**What you have to do:** Here are some records. Copy each one exactly.

=== Data section ===

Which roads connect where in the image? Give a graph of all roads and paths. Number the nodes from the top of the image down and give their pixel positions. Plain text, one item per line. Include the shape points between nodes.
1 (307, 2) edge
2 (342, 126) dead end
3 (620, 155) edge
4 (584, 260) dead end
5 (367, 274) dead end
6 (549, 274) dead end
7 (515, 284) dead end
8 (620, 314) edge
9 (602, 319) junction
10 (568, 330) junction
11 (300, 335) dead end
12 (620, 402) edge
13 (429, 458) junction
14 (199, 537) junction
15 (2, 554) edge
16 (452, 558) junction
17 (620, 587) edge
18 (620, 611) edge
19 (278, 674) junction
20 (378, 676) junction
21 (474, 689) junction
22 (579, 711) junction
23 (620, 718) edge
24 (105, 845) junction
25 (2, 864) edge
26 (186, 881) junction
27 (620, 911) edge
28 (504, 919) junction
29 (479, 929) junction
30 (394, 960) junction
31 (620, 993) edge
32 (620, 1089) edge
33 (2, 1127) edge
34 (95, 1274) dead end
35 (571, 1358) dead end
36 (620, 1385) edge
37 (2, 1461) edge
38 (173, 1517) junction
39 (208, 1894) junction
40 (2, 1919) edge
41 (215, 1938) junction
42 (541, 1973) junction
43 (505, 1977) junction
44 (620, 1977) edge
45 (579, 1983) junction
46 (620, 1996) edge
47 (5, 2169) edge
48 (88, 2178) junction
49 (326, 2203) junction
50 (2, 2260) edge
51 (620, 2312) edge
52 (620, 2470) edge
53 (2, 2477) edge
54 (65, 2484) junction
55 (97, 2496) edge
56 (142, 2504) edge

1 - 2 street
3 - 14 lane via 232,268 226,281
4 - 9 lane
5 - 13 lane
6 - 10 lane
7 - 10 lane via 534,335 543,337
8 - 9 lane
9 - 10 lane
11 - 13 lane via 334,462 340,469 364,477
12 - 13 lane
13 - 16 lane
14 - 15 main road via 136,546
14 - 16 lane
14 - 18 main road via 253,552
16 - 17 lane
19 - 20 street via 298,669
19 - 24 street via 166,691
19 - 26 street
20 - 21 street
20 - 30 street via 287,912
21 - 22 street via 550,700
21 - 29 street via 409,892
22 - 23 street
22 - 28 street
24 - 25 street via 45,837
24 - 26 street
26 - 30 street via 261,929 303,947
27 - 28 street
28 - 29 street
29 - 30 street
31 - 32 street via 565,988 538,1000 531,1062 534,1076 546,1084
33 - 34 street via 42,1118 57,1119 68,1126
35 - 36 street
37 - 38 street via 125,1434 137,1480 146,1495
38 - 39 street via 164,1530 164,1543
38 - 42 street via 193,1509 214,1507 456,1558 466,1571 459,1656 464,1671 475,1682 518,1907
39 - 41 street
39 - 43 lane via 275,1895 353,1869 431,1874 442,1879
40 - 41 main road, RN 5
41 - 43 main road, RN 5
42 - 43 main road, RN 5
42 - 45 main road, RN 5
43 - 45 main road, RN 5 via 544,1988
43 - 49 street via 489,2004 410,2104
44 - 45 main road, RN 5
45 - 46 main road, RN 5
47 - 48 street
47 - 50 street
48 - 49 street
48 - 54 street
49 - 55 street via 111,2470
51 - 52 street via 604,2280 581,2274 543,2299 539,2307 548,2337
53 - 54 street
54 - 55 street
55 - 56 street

===

**Your response:**
Which roads connect where in the image? Give a graph of all roads and paths. Number the nodes from the top of the image down and give their pixel positions. Plain text, one item per line. Include the shape points between nodes.
1 (307, 2) edge
2 (342, 126) dead end
3 (620, 155) edge
4 (584, 260) dead end
5 (367, 274) dead end
6 (549, 274) dead end
7 (515, 284) dead end
8 (620, 314) edge
9 (602, 319) junction
10 (568, 330) junction
11 (300, 335) dead end
12 (620, 402) edge
13 (429, 458) junction
14 (199, 537) junction
15 (2, 554) edge
16 (452, 558) junction
17 (620, 587) edge
18 (620, 611) edge
19 (278, 674) junction
20 (378, 676) junction
21 (474, 689) junction
22 (579, 711) junction
23 (620, 718) edge
24 (105, 845) junction
25 (2, 864) edge
26 (186, 881) junction
27 (620, 911) edge
28 (504, 919) junction
29 (479, 929) junction
30 (394, 960) junction
31 (620, 993) edge
32 (620, 1089) edge
33 (2, 1127) edge
34 (95, 1274) dead end
35 (571, 1358) dead end
36 (620, 1385) edge
37 (2, 1461) edge
38 (173, 1517) junction
39 (208, 1894) junction
40 (2, 1919) edge
41 (215, 1938) junction
42 (541, 1973) junction
43 (505, 1977) junction
44 (620, 1977) edge
45 (579, 1983) junction
46 (620, 1996) edge
47 (5, 2169) edge
48 (88, 2178) junction
49 (326, 2203) junction
50 (2, 2260) edge
51 (620, 2312) edge
52 (620, 2470) edge
53 (2, 2477) edge
54 (65, 2484) junction
55 (97, 2496) edge
56 (142, 2504) edge

1 - 2 street
3 - 14 lane via 232,268 226,281
4 - 9 lane
5 - 13 lane
6 - 10 lane
7 - 10 lane via 534,335 543,337
8 - 9 lane
9 - 10 lane
11 - 13 lane via 334,462 340,469 364,477
12 - 13 lane
13 - 16 lane
14 - 15 main road via 136,546
14 - 16 lane
14 - 18 main road via 253,552
16 - 17 lane
19 - 20 street via 298,669
19 - 24 street via 166,691
19 - 26 street
20 - 21 street
20 - 30 street via 287,912
21 - 22 street via 550,700
21 - 29 street via 409,892
22 - 23 street
22 - 28 street
24 - 25 street via 45,837
24 - 26 street
26 - 30 street via 261,929 303,947
27 - 28 street
28 - 29 street
29 - 30 street
31 - 32 street via 565,988 538,1000 531,1062 534,1076 546,1084
33 - 34 street via 42,1118 57,1119 68,1126
35 - 36 street
37 - 38 street via 125,1434 137,1480 146,1495
38 - 39 street via 164,1530 164,1543
38 - 42 street via 193,1509 214,1507 456,1558 466,1571 459,1656 464,1671 475,1682 518,1907
39 - 41 street
39 - 43 lane via 275,1895 353,1869 431,1874 442,1879
40 - 41 main road, RN 5
41 - 43 main road, RN 5
42 - 43 main road, RN 5
42 - 45 main road, RN 5
43 - 45 main road, RN 5 via 544,1988
43 - 49 street via 489,2004 410,2104
44 - 45 main road, RN 5
45 - 46 main road, RN 5
47 - 48 street
47 - 50 street
48 - 49 street
48 - 54 street
49 - 55 street via 111,2470
51 - 52 street via 604,2280 581,2274 543,2299 539,2307 548,2337
53 - 54 street
54 - 55 street
55 - 56 street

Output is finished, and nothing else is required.